One of the least-appreciated professional shields that we carry as tankermen is our adherence to proper procedures in sampling the oil that we carry.
Put another way, properly sampling the oil that we are carrying is absolutely the most powerful means of protecting ourselves from liability claims made against our vessels, our customers, and ourselves... and yet, it's looked at as a pain-in-the-ass routine task... which is fair, as it often is. However, it's an underappreciated part of the laundry list of procedures and competencies that have to be adhered to and seen to in the course of every cargo transfer.
Often, a 3rd party carries out the sampling, in which case there's a temptation to set them loose and handle more pressing matters.
In bunkering, transferring fuel for ships' own use, we handle sampling on the discharge side.
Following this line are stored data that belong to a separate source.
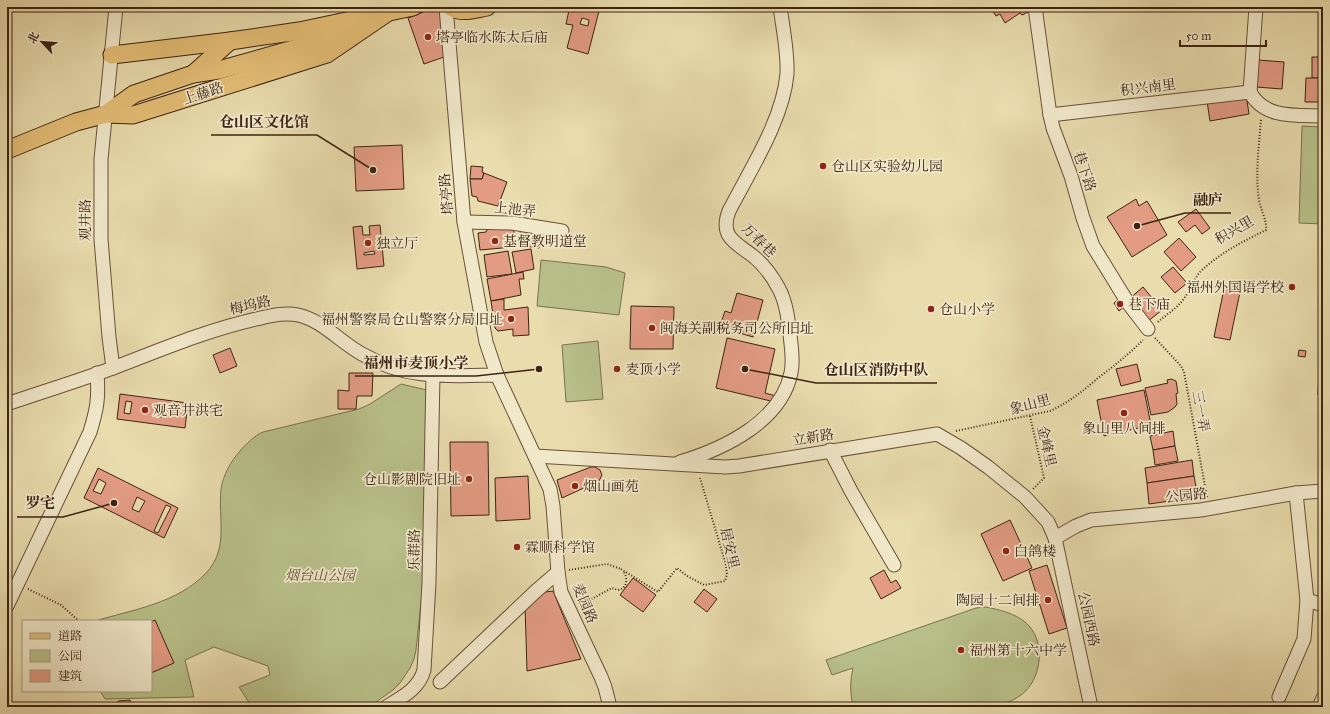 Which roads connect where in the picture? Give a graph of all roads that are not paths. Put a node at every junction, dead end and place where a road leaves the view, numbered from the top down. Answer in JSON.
{"nodes":[{"id":1,"x":116,"y":7,"type":"edge"},
{"id":2,"x":413,"y":7,"type":"edge"},
{"id":3,"x":446,"y":7,"type":"edge"},
{"id":4,"x":451,"y":7,"type":"edge"},
{"id":5,"x":487,"y":7,"type":"edge"},
{"id":6,"x":780,"y":7,"type":"edge"},
{"id":7,"x":1036,"y":7,"type":"edge"},
{"id":8,"x":1256,"y":7,"type":"edge"},
{"id":9,"x":390,"y":11,"type":"junction"},
{"id":10,"x":230,"y":41,"type":"junction"},
{"id":11,"x":111,"y":63,"type":"junction"},
{"id":12,"x":192,"y":74,"type":"junction"},
{"id":13,"x":1250,"y":92,"type":"junction"},
{"id":14,"x":106,"y":114,"type":"junction"},
{"id":15,"x":1050,"y":115,"type":"junction"},
{"id":16,"x":1323,"y":116,"type":"edge"},
{"id":17,"x":7,"y":150,"type":"edge"},
{"id":18,"x":464,"y":222,"type":"junction"},
{"id":19,"x":562,"y":231,"type":"dead end"},
{"id":20,"x":1148,"y":329,"type":"road end"},
{"id":21,"x":113,"y":368,"type":"junction"},
{"id":22,"x":97,"y":373,"type":"junction"},
{"id":23,"x":497,"y":375,"type":"junction"},
{"id":24,"x":433,"y":376,"type":"junction"},
{"id":25,"x":7,"y":404,"type":"edge"},
{"id":26,"x":830,"y":450,"type":"junction"},
{"id":27,"x":535,"y":456,"type":"junction"},
{"id":28,"x":673,"y":464,"type":"junction"},
{"id":29,"x":1323,"y":491,"type":"edge"},
{"id":30,"x":1296,"y":493,"type":"junction"},
{"id":31,"x":1055,"y":538,"type":"junction"},
{"id":32,"x":894,"y":565,"type":"dead end"},
{"id":33,"x":558,"y":572,"type":"junction"},
{"id":34,"x":1307,"y":600,"type":"junction"},
{"id":35,"x":1323,"y":605,"type":"edge"},
{"id":36,"x":7,"y":606,"type":"edge"},
{"id":37,"x":440,"y":682,"type":"dead end"},
{"id":38,"x":1279,"y":698,"type":"dead end"},
{"id":39,"x":1323,"y":698,"type":"edge"},
{"id":40,"x":386,"y":707,"type":"edge"},
{"id":41,"x":610,"y":707,"type":"edge"},
{"id":42,"x":1091,"y":707,"type":"edge"},
{"id":43,"x":1319,"y":707,"type":"edge"}],
"edges":[{"from":1,"to":11,"type":"street","name":"观井路"},
{"from":2,"to":9,"type":"main road"},
{"from":3,"to":18,"type":"street","name":"塔亭路"},
{"from":4,"to":5,"type":"main road"},
{"from":6,"to":28,"type":"street","name":"万春巷"},
{"from":7,"to":15,"type":"street","name":"巷下路"},
{"from":8,"to":13,"type":"street"},
{"from":9,"to":10,"type":"main road"},
{"from":9,"to":12,"type":"main road"},
{"from":9,"to":14,"type":"main road","name":"上藤路"},
{"from":10,"to":11,"type":"main road"},
{"from":10,"to":12,"type":"main road"},
{"from":11,"to":14,"type":"street","name":"观井路"},
{"from":12,"to":14,"type":"main road"},
{"from":13,"to":15,"type":"street","name":"积兴南里"},
{"from":13,"to":16,"type":"street"},
{"from":14,"to":17,"type":"main road","name":"上藤路"},
{"from":14,"to":21,"type":"street","name":"观井路"},
{"from":15,"to":20,"type":"street","name":"巷下路"},
{"from":18,"to":19,"type":"street","name":"上池弄"},
{"from":18,"to":23,"type":"street","name":"塔亭路"},
{"from":21,"to":22,"type":"street","name":"梅坞路"},
{"from":21,"to":24,"type":"street","name":"梅坞路"},
{"from":22,"to":25,"type":"street","name":"梅坞路"},
{"from":22,"to":36,"type":"street"},
{"from":23,"to":24,"type":"street","name":"梅坞路"},
{"from":23,"to":27,"type":"street","name":"麦园路"},
{"from":24,"to":40,"type":"street","name":"乐群路"},
{"from":26,"to":28,"type":"street","name":"立新路"},
{"from":26,"to":31,"type":"street","name":"立新路"},
{"from":26,"to":32,"type":"street"},
{"from":27,"to":28,"type":"street","name":"立新路"},
{"from":27,"to":33,"type":"street","name":"麦园路"},
{"from":29,"to":30,"type":"street","name":"公园路"},
{"from":30,"to":31,"type":"street","name":"公园路"},
{"from":30,"to":34,"type":"street"},
{"from":31,"to":42,"type":"street","name":"公园西路"},
{"from":33,"to":37,"type":"street"},
{"from":33,"to":41,"type":"street","name":"麦园路"},
{"from":34,"to":35,"type":"street"},
{"from":34,"to":38,"type":"street"},
{"from":39,"to":43,"type":"street"}]} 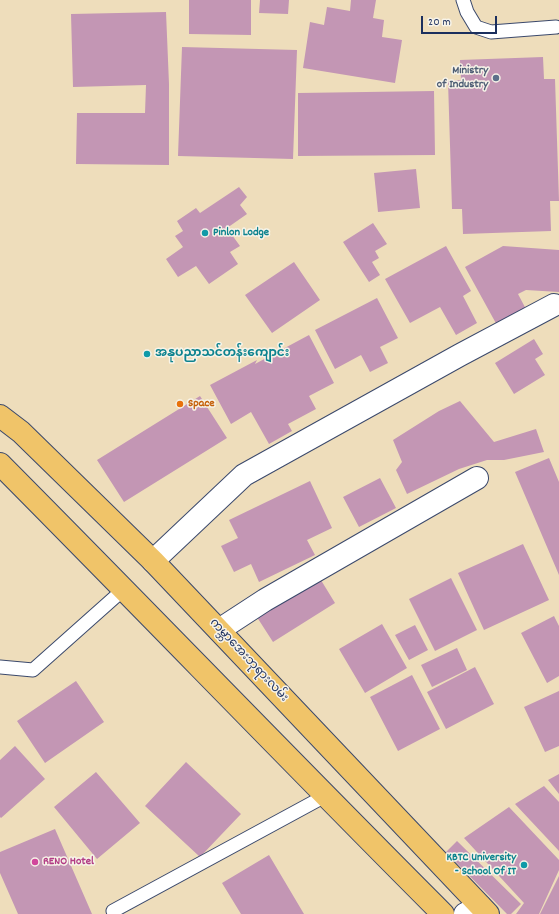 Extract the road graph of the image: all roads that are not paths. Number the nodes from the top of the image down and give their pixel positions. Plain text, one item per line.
1 (463, 0) edge
2 (556, 27) dead end
3 (554, 305) dead end
4 (0, 416) edge
5 (0, 464) edge
6 (477, 478) dead end
7 (153, 561) junction
8 (124, 589) junction
9 (218, 630) junction
10 (0, 667) edge
11 (325, 796) junction
12 (113, 911) dead end
13 (477, 911) edge
14 (443, 914) edge

1 - 2 lane
3 - 7 street
4 - 7 main road, ကမ္ဘာအေးဘုရားလမ်း
5 - 8 main road
6 - 9 street
7 - 9 main road, ကမ္ဘာအေးဘုရားလမ်း
8 - 10 lane
8 - 11 main road
9 - 13 main road, ကမ္ဘာအေးဘုရားလမ်း
11 - 12 lane
11 - 14 main road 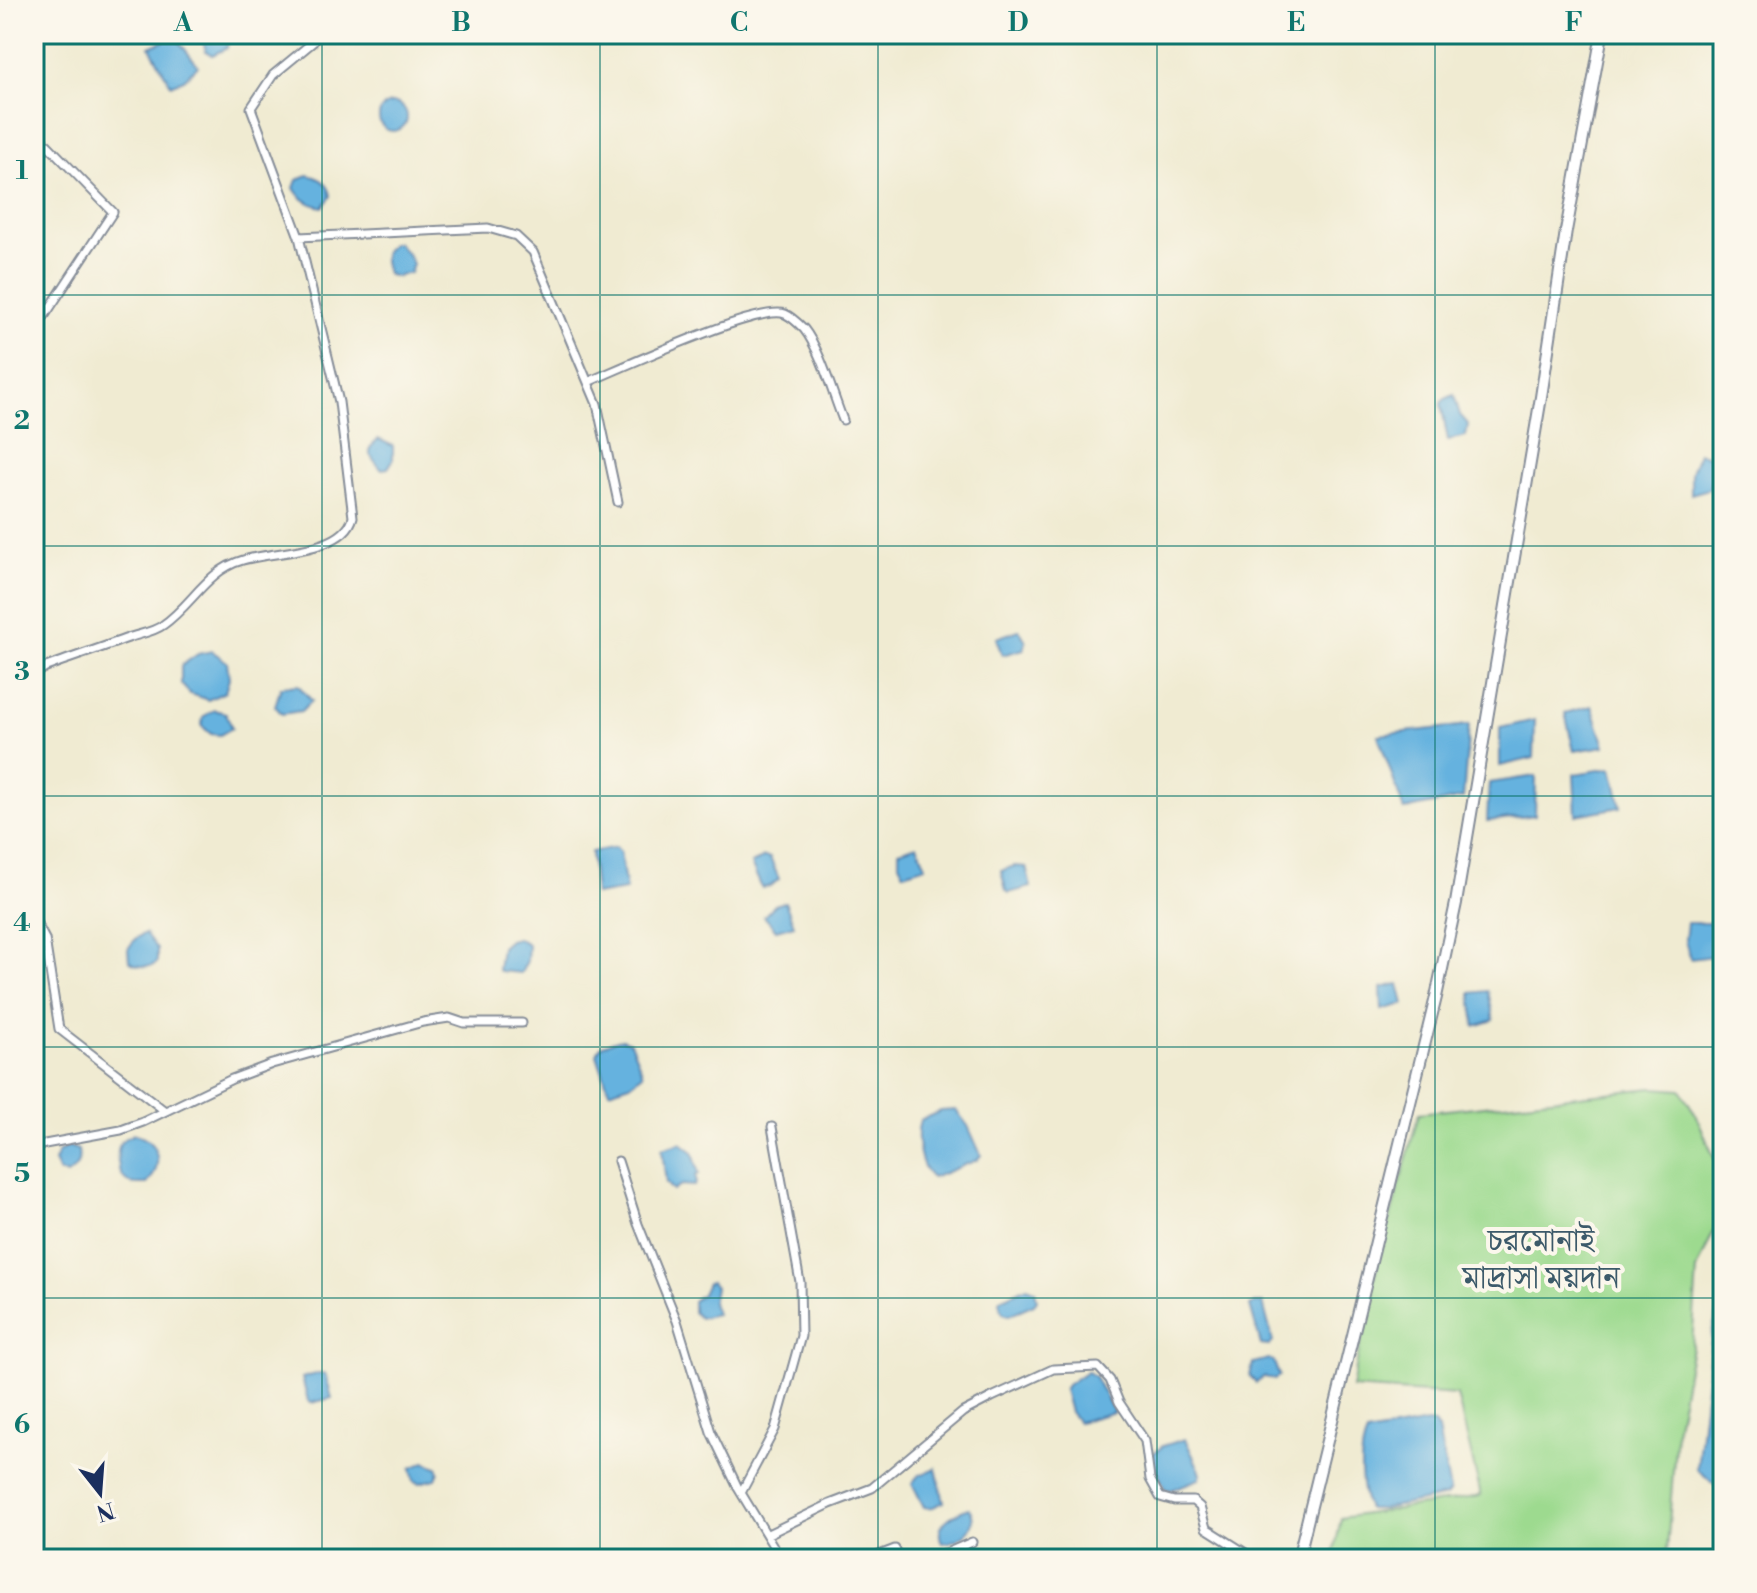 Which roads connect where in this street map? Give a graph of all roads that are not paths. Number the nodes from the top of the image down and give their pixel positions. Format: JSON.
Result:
{"nodes":[{"id":1,"x":316,"y":34,"type":"edge"},
{"id":2,"x":1602,"y":34,"type":"edge"},
{"id":3,"x":34,"y":131,"type":"edge"},
{"id":4,"x":299,"y":237,"type":"junction"},
{"id":5,"x":34,"y":332,"type":"edge"},
{"id":6,"x":588,"y":382,"type":"junction"},
{"id":7,"x":843,"y":420,"type":"dead end"},
{"id":8,"x":618,"y":502,"type":"dead end"},
{"id":9,"x":34,"y":674,"type":"edge"},
{"id":10,"x":34,"y":918,"type":"edge"},
{"id":11,"x":522,"y":1023,"type":"dead end"},
{"id":12,"x":165,"y":1111,"type":"junction"},
{"id":13,"x":772,"y":1127,"type":"dead end"},
{"id":14,"x":34,"y":1146,"type":"edge"},
{"id":15,"x":618,"y":1161,"type":"dead end"},
{"id":16,"x":741,"y":1493,"type":"junction"},
{"id":17,"x":768,"y":1534,"type":"junction"},
{"id":18,"x":972,"y":1542,"type":"dead end"},
{"id":19,"x":781,"y":1559,"type":"edge"},
{"id":20,"x":869,"y":1559,"type":"edge"},
{"id":21,"x":900,"y":1559,"type":"edge"},
{"id":22,"x":932,"y":1559,"type":"edge"},
{"id":23,"x":1255,"y":1559,"type":"edge"},
{"id":24,"x":1298,"y":1559,"type":"edge"}],
"edges":[{"from":1,"to":4,"type":"street"},
{"from":2,"to":24,"type":"main road"},
{"from":3,"to":5,"type":"street"},
{"from":4,"to":6,"type":"street"},
{"from":4,"to":9,"type":"street"},
{"from":6,"to":7,"type":"street"},
{"from":6,"to":8,"type":"street"},
{"from":10,"to":12,"type":"street"},
{"from":11,"to":12,"type":"street"},
{"from":12,"to":14,"type":"street"},
{"from":13,"to":16,"type":"street"},
{"from":15,"to":16,"type":"street"},
{"from":16,"to":17,"type":"street"},
{"from":17,"to":19,"type":"street"},
{"from":17,"to":23,"type":"street"},
{"from":18,"to":22,"type":"street"},
{"from":20,"to":21,"type":"street"}]}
Carried out properly, 'good' (accurate representative samples) samples are taken by filling a plastic bag at a slow drip throughout the course of the discharge, and handling chain-of-custody documentation, filling sample bottles at the end of the discharge, sealing them with numbered seals, and ensuring that the documentation is correct, and that we retain some samples, and give some to the ship, to ensure that everyone is on the same page. This all gets done as a matter of routine, but there's a very important procedure to it, as it is a chain-of-custody issue, and potentially, evidence, if there's trouble down the road.
On the shipside, more often than not, once we kick our pumps on, they just start filling up a bag or bottles of the oil, which means that they get whatever was in our pipelines, which is fine, but if it took hours and hours to fill up our tanks, the oil does separate by temperature and any density variation, so what is in the sample bottle may not reflect what is in my tanks.
This is a BIG issue, as ships pay a laboratory to analyze their samples, in case bad fuel causes engine problems later on, which can cost tens of millions of dollars in liability between them, their customers, and the oil supplier.
There's always a temptation to cut corners in any routine procedure. I could cut corners if I wanted.
BUT, every now and again, we get a call where a customer sends a surveyor to pick up one of our little sample bottles because there's an issue- 99 out of 100 times, the laboratory finds that the sample given to them by the ship differs in composition and quality from the specifications that we supplied at the time of transfer. There is no difficulty on the ship side, but for liability's sake, different is bad.
Density, specific gravity, flash point, pour point, water content, heavy metals, solids and sulphur all are found in heavy fuel oil. Sulphur, especially, is rigidly controlled based on where the ship is traveling- many parts of the work have ECA's, regions where the sulphur content is regulated. So if the sulphur is off, God help the ship burning the fuel. On the flipside, low-sulphur fuel is very expensive, so ships often carry low-and-high sulphur fuel, and use it as needed.On top of that, the quality of the fuel is important to know, as it will determine how the engine will perform, and some engines are more sensitive than others. My understanding is that with large slow-speed engines, adjustments can be made to accommodate specific fuel qualities for optimum performance.
And shit happens. I've been on ships where the main engine craps out because of shit fuel. I've also been on a ship where contaminants in the fuel caused excessive smoke, which led to a big to-do with the tree-huggers.
When shit does go wrong, that 1 time in 100, it gets expensive FAST. Ships get delayed, they must pay. Customers don't get their shit on time (90% of all goods are transported by ship), they lose money. The point is
someone gotta pay. If the fuel is bad, that means the supplier, our customer, but that actually is exceedingly, exceedingly rare. However, if someone fucks up by the numbers, it's worth the effort to blame someone else.
So, imagine how the customer feels if they're presented with potential problem with their fuel, or, heaven forfend, a multi-million dollar loss, and then they discover that the Domino's boy, the tankerman on the delivery vessel, fucked up the sample procedure somewhere. Their shield and protection, the sample bottles signed, countersigned, and sealed, just went from being their saving grace to the pot in which they're gonna get cooked.
And that shit happens. Look, if the oil is bad coming out of the shore tank, that's not my fault. If I fuck up the sampling, it becomes time to shoot the messenger. Personally, I love making a lateral pass when it comes to accepting liability. The oil quality control isn't in my wheelhouse unless my samples can be called into question. If I can step back and stay the hell out of that kind of fight, I win. The best way to do that is to have rock-solid samples
and a reputation for taking rock solid samples. That's not to be despised, either. With that, anything that goes sideways is not my problem.
I love when a problem is not my problem.